Content starts

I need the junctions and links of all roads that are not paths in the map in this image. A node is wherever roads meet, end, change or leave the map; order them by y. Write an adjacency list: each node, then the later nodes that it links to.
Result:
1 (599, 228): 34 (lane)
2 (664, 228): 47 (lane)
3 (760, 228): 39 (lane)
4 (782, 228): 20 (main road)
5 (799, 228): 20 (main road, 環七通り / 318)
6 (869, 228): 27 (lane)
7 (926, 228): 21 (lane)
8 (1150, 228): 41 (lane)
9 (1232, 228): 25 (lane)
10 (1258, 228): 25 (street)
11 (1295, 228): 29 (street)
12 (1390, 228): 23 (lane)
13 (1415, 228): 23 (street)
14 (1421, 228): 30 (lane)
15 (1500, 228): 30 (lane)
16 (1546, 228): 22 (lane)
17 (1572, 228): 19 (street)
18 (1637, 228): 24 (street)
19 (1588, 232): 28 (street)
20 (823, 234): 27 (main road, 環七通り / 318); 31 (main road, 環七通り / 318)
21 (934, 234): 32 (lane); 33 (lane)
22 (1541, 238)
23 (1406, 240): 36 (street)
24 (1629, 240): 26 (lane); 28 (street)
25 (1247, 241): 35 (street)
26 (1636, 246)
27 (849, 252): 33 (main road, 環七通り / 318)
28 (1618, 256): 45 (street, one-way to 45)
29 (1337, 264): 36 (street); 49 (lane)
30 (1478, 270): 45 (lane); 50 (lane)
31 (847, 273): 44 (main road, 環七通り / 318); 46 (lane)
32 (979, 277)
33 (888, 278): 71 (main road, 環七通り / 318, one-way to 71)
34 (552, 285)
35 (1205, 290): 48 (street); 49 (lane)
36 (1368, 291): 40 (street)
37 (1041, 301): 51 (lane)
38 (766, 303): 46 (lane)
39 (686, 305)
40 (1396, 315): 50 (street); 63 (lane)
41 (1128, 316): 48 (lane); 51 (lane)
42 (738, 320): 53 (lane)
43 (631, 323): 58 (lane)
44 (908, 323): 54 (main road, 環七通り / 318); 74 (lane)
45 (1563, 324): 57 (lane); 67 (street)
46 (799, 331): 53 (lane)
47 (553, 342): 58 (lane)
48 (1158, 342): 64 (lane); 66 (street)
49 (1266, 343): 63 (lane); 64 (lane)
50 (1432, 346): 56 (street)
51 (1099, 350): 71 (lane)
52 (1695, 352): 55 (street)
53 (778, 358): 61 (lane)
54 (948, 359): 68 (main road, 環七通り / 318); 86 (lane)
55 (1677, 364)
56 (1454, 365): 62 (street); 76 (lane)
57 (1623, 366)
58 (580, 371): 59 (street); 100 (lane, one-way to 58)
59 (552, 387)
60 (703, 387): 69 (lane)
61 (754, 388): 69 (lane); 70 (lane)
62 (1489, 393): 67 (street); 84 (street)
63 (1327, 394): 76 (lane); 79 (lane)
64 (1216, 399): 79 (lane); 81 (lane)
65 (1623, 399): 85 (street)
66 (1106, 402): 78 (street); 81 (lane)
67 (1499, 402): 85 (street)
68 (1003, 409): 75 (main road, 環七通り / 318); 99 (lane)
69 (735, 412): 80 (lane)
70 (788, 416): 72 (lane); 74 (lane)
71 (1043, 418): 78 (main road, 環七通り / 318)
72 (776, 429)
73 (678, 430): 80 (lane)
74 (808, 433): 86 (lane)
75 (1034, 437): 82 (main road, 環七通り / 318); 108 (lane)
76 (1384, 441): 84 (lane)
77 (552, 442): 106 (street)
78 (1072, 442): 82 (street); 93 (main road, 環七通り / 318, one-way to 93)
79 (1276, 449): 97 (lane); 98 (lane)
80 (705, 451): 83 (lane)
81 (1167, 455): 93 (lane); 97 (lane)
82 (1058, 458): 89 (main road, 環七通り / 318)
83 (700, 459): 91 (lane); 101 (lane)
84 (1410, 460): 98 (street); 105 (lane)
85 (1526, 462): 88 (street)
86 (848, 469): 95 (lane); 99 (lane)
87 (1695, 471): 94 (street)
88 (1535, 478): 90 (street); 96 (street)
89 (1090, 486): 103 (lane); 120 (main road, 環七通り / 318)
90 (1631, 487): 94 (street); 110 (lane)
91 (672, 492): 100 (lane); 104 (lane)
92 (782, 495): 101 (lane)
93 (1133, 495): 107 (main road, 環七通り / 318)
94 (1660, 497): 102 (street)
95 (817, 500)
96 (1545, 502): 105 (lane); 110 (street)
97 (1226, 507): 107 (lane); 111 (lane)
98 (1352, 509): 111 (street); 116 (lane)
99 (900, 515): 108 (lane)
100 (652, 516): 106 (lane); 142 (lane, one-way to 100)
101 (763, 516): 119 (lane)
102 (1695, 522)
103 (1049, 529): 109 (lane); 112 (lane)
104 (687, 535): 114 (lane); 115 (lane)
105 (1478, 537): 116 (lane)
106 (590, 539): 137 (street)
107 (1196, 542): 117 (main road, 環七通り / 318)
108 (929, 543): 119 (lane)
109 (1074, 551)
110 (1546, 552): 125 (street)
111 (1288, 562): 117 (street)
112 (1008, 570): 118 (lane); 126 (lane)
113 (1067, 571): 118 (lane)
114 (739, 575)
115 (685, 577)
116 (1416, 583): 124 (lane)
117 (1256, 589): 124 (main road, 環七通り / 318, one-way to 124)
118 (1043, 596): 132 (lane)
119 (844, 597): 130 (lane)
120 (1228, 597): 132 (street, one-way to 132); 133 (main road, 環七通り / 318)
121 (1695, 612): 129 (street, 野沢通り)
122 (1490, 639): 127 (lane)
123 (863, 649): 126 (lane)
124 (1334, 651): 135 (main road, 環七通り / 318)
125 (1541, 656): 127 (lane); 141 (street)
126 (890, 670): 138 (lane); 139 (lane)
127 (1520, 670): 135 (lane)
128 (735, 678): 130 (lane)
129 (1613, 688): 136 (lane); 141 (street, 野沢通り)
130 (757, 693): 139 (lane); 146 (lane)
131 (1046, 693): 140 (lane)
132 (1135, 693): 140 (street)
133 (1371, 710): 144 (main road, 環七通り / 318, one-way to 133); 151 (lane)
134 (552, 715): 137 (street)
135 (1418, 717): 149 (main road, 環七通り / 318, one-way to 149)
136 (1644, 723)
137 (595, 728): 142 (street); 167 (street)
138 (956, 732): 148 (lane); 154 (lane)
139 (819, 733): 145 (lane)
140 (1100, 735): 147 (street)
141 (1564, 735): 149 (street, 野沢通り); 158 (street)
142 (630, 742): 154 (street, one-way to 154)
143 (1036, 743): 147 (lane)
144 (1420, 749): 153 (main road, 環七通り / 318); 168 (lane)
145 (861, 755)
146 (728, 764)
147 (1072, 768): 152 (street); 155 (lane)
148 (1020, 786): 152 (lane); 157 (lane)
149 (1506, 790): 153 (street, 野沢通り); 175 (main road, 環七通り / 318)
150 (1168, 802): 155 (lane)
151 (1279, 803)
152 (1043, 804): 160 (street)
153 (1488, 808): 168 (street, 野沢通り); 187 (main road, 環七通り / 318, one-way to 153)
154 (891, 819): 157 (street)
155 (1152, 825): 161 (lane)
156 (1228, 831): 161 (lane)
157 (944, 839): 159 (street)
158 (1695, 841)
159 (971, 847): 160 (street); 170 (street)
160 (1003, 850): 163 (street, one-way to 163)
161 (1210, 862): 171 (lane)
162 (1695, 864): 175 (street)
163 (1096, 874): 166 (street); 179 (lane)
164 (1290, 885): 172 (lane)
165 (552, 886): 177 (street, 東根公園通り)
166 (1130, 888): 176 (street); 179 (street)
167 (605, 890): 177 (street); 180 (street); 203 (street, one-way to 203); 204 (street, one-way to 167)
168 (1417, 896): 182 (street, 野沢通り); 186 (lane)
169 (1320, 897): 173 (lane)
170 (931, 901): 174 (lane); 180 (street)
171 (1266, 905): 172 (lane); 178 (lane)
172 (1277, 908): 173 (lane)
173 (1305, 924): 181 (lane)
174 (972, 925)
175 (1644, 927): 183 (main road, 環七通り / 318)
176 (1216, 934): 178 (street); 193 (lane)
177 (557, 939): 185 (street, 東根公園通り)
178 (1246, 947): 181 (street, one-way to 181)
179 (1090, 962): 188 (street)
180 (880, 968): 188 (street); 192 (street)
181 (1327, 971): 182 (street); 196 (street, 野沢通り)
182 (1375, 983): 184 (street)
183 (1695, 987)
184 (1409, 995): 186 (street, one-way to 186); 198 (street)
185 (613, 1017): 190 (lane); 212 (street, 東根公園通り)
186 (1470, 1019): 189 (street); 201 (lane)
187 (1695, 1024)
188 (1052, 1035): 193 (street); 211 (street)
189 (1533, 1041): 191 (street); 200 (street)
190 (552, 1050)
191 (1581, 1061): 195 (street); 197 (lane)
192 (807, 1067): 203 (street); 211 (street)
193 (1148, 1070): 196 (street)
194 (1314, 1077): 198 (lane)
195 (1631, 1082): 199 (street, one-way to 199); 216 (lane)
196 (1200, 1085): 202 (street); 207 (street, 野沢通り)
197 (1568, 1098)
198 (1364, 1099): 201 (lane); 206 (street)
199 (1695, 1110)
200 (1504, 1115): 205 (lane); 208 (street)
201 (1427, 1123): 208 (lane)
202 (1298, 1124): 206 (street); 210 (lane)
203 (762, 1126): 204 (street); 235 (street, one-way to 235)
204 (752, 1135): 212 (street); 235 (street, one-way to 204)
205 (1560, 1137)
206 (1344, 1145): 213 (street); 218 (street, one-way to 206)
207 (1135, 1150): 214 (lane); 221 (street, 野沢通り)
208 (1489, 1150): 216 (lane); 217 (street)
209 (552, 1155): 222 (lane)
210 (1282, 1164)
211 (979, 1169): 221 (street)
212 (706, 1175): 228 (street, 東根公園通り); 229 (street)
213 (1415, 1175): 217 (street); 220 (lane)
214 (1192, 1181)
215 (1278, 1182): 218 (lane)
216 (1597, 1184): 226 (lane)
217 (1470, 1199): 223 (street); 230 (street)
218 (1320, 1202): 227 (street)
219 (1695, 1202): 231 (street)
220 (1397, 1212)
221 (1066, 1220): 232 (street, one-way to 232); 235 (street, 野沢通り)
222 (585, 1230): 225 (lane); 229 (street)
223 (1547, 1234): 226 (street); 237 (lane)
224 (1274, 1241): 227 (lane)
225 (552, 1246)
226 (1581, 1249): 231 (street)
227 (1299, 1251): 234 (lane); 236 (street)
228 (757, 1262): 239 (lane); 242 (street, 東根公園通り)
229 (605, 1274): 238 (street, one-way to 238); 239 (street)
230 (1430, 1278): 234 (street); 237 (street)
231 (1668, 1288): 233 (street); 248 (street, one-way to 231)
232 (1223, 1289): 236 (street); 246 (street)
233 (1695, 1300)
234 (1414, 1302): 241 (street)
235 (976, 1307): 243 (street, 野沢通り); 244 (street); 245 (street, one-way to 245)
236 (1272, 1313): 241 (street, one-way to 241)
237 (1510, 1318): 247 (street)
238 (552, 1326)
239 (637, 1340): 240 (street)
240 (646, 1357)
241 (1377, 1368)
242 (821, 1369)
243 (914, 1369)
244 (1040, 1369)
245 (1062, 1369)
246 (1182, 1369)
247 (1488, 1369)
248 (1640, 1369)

Content ends

**To do**
Gather up, from the records above, each line where the word "東根公園通り" appears.

**Answer**
165 (552, 886): 177 (street, 東根公園通り)
177 (557, 939): 185 (street, 東根公園通り)
185 (613, 1017): 190 (lane); 212 (street, 東根公園通り)
212 (706, 1175): 228 (street, 東根公園通り); 229 (street)
228 (757, 1262): 239 (lane); 242 (street, 東根公園通り)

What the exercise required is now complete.